Structural basis of nucleosomal H4K20 methylation by methyltransferase SET8

Histone H4 lysine 20 monomethylation (H4K20me1) plays a crucial role in multiple processes including DNA damage repair, DNA replication, and cell cycle control. Histone methyltransferase SET8 (previously named PR‐Set7/KMT5A) mediates the chromatin deposition of H4K20me1, but how SET8 recognizes and modifies H4 in the context of the nucleosome is not fully understood. Here, we developed a simple chemical modification approach for H4K20 substitution by using the lysine analog S‐ethyl‐L‐cysteine (Ecx).
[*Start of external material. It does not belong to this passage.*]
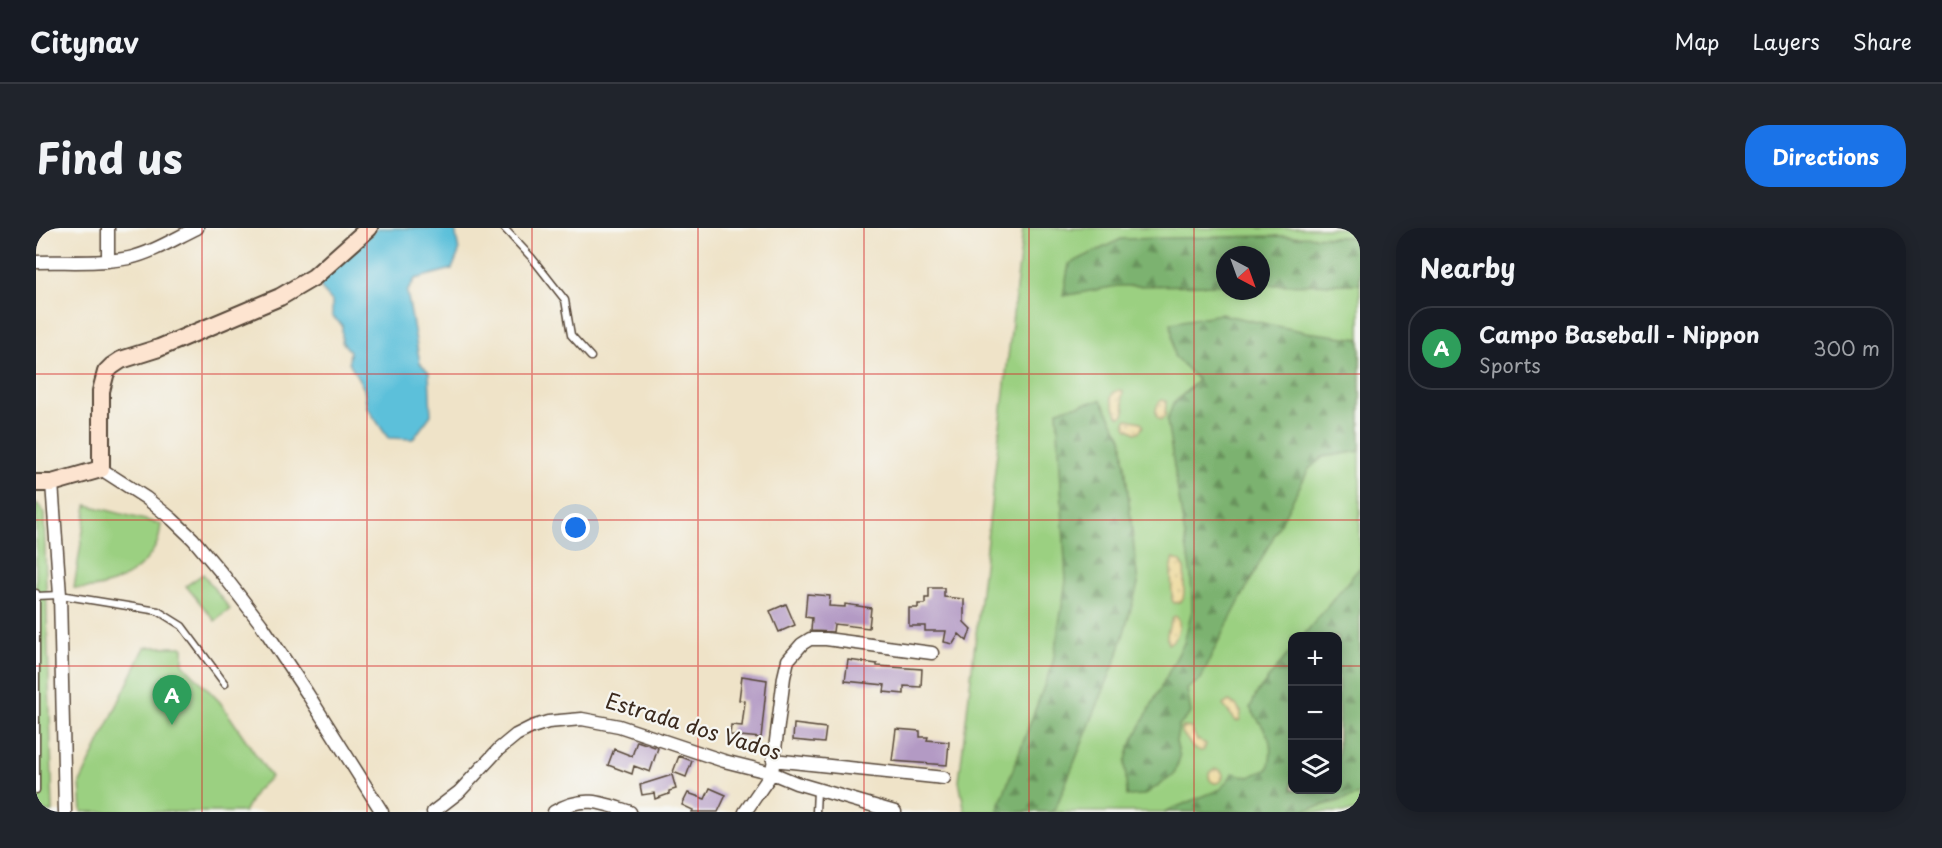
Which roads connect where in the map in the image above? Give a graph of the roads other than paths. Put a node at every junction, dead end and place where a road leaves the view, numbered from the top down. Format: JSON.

Substitution of H4K20 with H4Ecx20 improves the stability of the SET8‐nucleosome complex, allowing us to determine the cryo‐EM structure at 3.2 Å resolution. Structural analyses show that SET8 directly interacts with the H4 tail and the H2A‐H2B acidic patch to ensure nucleosome binding. SET8 residues R339, K341, K351 make contact with nucleosomal DNA at the super helical location 2 (SHL2). Substitution of SET8 DNA‐binding residues with alanines decreases the SET8‐nucleosome interaction and impairs the methyltransferase activity. Disrupting the binding between SET8 R192 and H2A‐H2B acidic patch decreases the cellular level of H4K20me1. Together, these results reveal a near‐atomic resolution structure of SET8‐bound nucleosome and provide insights into the SET8‐mediated H4K20 recognition and modification. The lysine‐to‐Ecx substitution approach can be applied to the study of other methyltransferases.